Steve Testa [00:58:50] Yeah. Thank you. I wanted to give Maureen a chance to ask any follow-up questions...

Louise Nahas [00:58:54] Okay.

Steve Testa [00:58:54] In case there was something I missed.

Maureen Carroll [00:58:55] I think you've covered just about everything.

Louise Nahas [00:58:59] Okay.

Maureen Carroll [00:58:59] And just want to thank you for being a volunteer in the park. And it just sounds as though you're a person who would really be very knowledgeable if a person were to walk and want a little direction and you'd be able to read... I like the way you ferret out what their interests are. That's very, that's very touching.

Louise Nahas [00:59:18] Oh.

Maureen Carroll [00:59:18] You know, rather than just giving a standard, canned, pat answer, here you are taking a little bit of time...

Louise Nahas [00:59:23] Mhm.

Maureen Carroll [00:59:24] To discuss a little bit about what are they looking for. And that's good for them because they're going to really enjoy their time, but also it shows the park off to its best.
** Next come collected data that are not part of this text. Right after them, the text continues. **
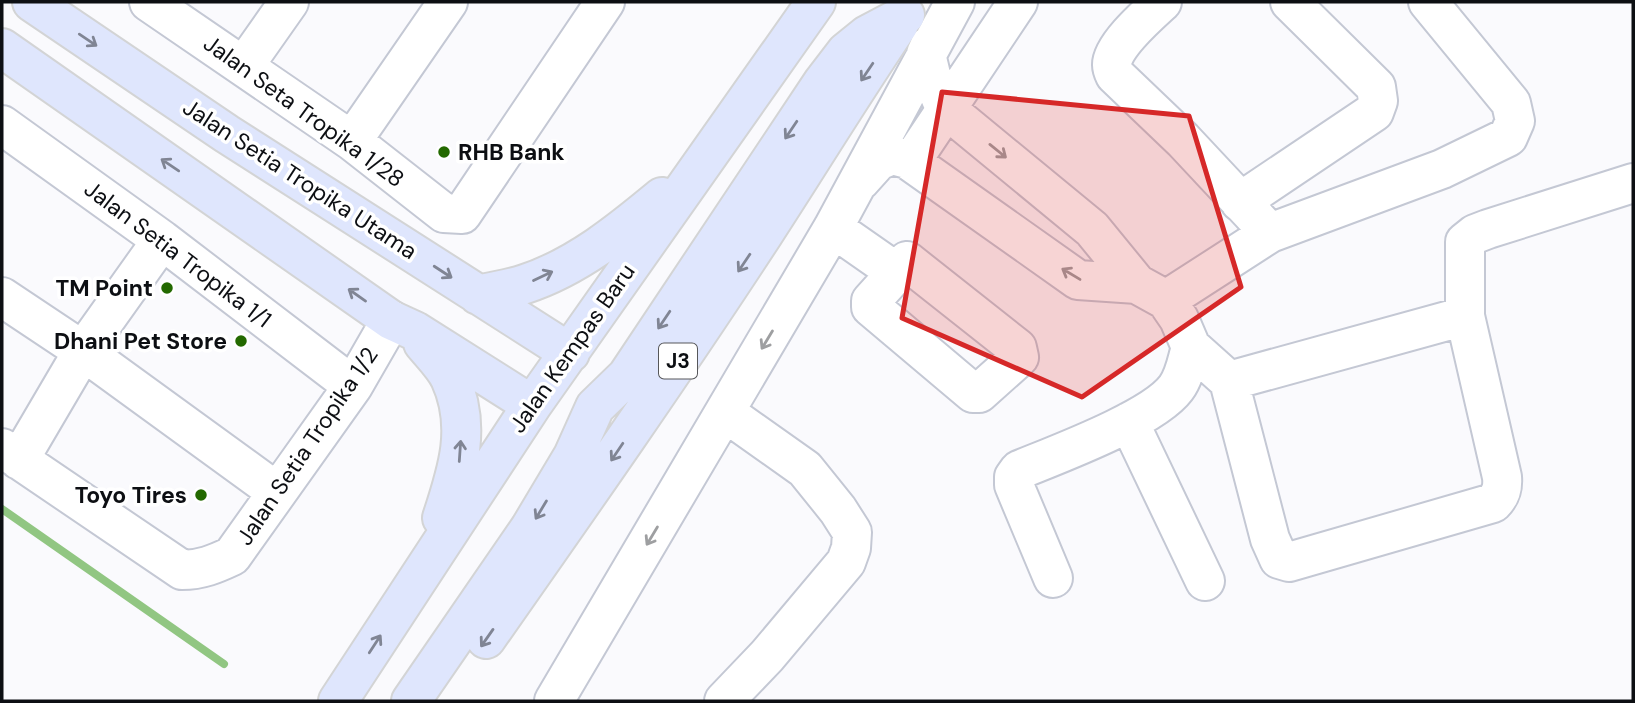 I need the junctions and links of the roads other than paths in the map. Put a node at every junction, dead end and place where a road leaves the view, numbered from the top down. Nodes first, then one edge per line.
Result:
1 (32, 2) edge
2 (149, 2) edge
3 (289, 2) edge
4 (448, 2) edge
5 (605, 2) edge
6 (816, 2) edge
7 (955, 2) edge
8 (1018, 2) edge
9 (1162, 2) edge
10 (1290, 2) edge
11 (1428, 2) edge
12 (909, 8) edge
13 (930, 45) junction
14 (2, 48) edge
15 (244, 66) junction
16 (945, 108) junction
17 (2, 125) edge
18 (352, 141) junction
19 (911, 162) junction
20 (695, 171) junction
21 (858, 183) junction
22 (1633, 183) edge
23 (1240, 202) junction
24 (833, 228) junction
25 (1270, 233) junction
26 (162, 240) junction
27 (896, 272) dead end
28 (1152, 292) junction
29 (478, 295) junction
30 (2, 297) edge
31 (1465, 316) junction
32 (403, 325) junction
33 (1191, 347) junction
34 (83, 351) junction
35 (570, 353) junction
36 (1229, 381) junction
37 (353, 386) junction
38 (532, 405) junction
39 (595, 407) junction
40 (726, 413) junction
41 (1129, 422) junction
42 (11, 454) edge
43 (277, 492) junction
44 (428, 563) junction
45 (1053, 578) dead end
46 (1205, 581) dead end
47 (338, 701) edge
48 (411, 701) edge
49 (442, 701) edge
50 (554, 701) edge
51 (724, 701) edge

1 -> 29 main road, Jalan Setia Tropika Utama
2 - 15 street, Jalan Seta Tropika 1/28
3 - 15 street
4 - 18 street
5 - 18 street, Jalan Seta Tropika 1/28
6 - 20 main road, Jalan Kempas Baru
7 - 13 street
8 - 16 street
9 - 23 street
10 - 23 street
11 - 25 street
12 -> 39 main road
12 -> 49 main road, J3
13 - 16 street
13 - 21 street
32 -> 14 main road
15 - 18 street, Jalan Seta Tropika 1/28
16 - 19 street
16 -> 28 street
17 - 26 street, Jalan Setia Tropika 1/1
19 - 21 street
28 -> 19 street
29 -> 20 main road
20 - 35 main road, Jalan Kempas Baru
21 - 24 street
22 - 31 street
23 - 25 street
24 - 27 street
24 -> 40 street
25 - 28 street
26 - 34 street
26 - 37 street, Jalan Setia Tropika 1/1
28 - 33 street
29 - 35 main road, Jalan Setia Tropika Utama
30 - 34 street
31 - 36 street
31 - 36 street
32 - 37 street, Jalan Setia Tropika 1/2
32 - 38 main road
44 -> 32 main road
33 - 36 street
33 - 41 street
34 - 42 street
34 - 43 street
35 - 38 main road, Jalan Kempas Baru
35 - 39 main road
37 - 43 street, Jalan Setia Tropika 1/2
38 - 39 main road
38 - 44 main road, Jalan Kempas Baru
39 -> 48 main road
40 -> 50 street
40 - 51 street
41 - 45 street
41 - 46 street
42 - 43 street, Jalan Setia Tropika 1/2
47 -> 44 main road, Jalan Kempas Baru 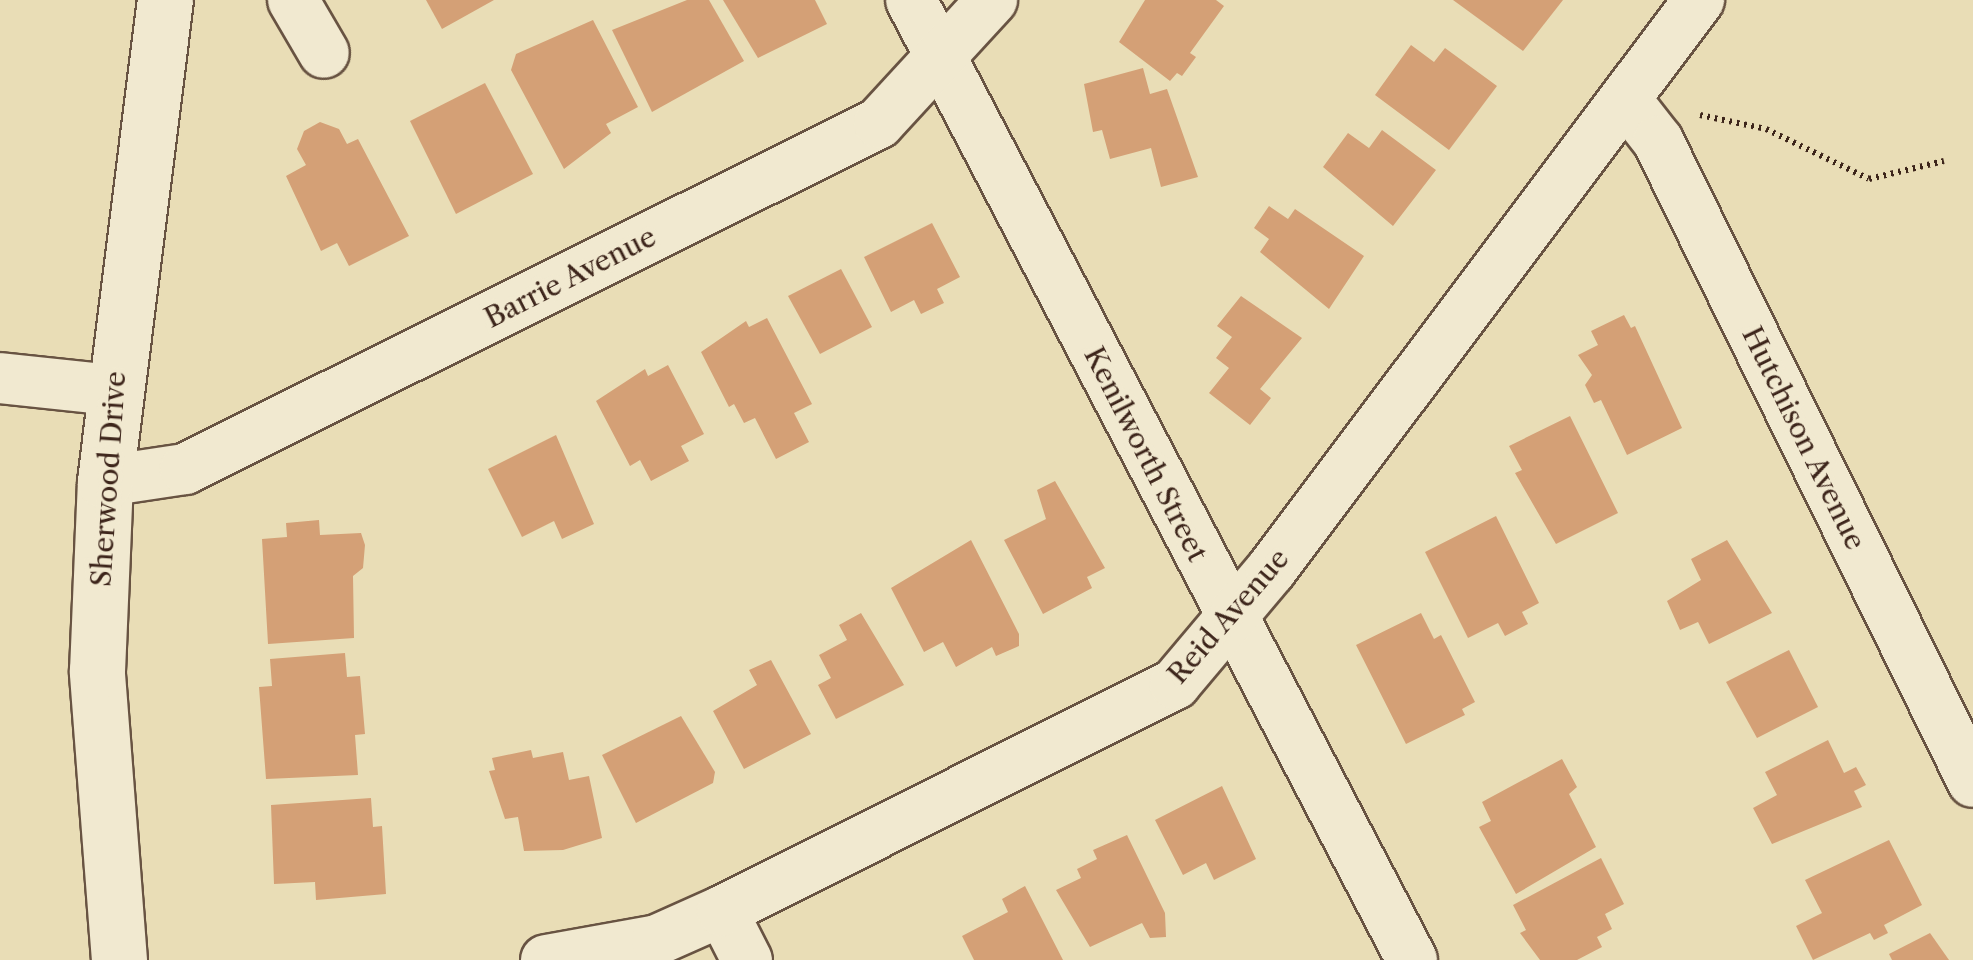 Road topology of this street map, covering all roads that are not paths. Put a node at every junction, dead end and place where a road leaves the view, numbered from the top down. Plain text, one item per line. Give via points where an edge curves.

Louise Nahas [00:59:34] Well, you're right, that's... Thank you for commenting on that. I'll tell you when I visit other national parks, and my husband and I went to a lot of different ones, when we would stand in line, and usually if you go to someplace like Grand Canyon or one of the bigger ones, you do stand in line at the ranger desk waiting to ask a question, and maybe it's because those are such big parks, but they don't have the great personal warmth that I find our rangers give people, visitors here and we always...

Maureen Carroll [01:00:03] I think you're right.

Louise Nahas [01:00:04] And we've always felt that difference. And, you know, that's something I hope we don't ever lose here.

Maureen Carroll [01:00:12] Yeah. Right. Absolutely. Well, thank you so much.

Louise Nahas [01:00:14] Oh, you're welcome. This has really been very interesting.

Steve Testa [01:00:17] It's been fun. Right before we conclude I just, we'll let you have the last word. Is there something that you wanted to say about your experience with the park that we've missed or something that you anticipated that you were coming?

Louise Nahas [01:00:30] No, I don't I can't think of anything we've particularly missed. There's just so many wonderful areas in this park that we have to offer the people. And I you know, I hope that they do get a chance to get around and see everything and partake of everything. And it's been a great, great privilege for me really to be connected with the Park Service all these years. And I hope I can do it as long as I can still retain all this information I'm trying to give out that you get to be 77 and you're not quite, you know...

Maureen Carroll [01:01:07] You're fine.

Louise Nahas [01:01:09] Thank you. [laughs]

Maureen Carroll [01:01:10] Whatever you work for, I don't know, but you're fine. [laughs].

Louise Nahas [01:01:10] Okay.

Steve Testa [01:01:13] Thank you very much.

Louise Nahas [01:01:14] You're very welcome. [laughs].

Maureen Carroll [01:01:15] I'm going to hit the stop button.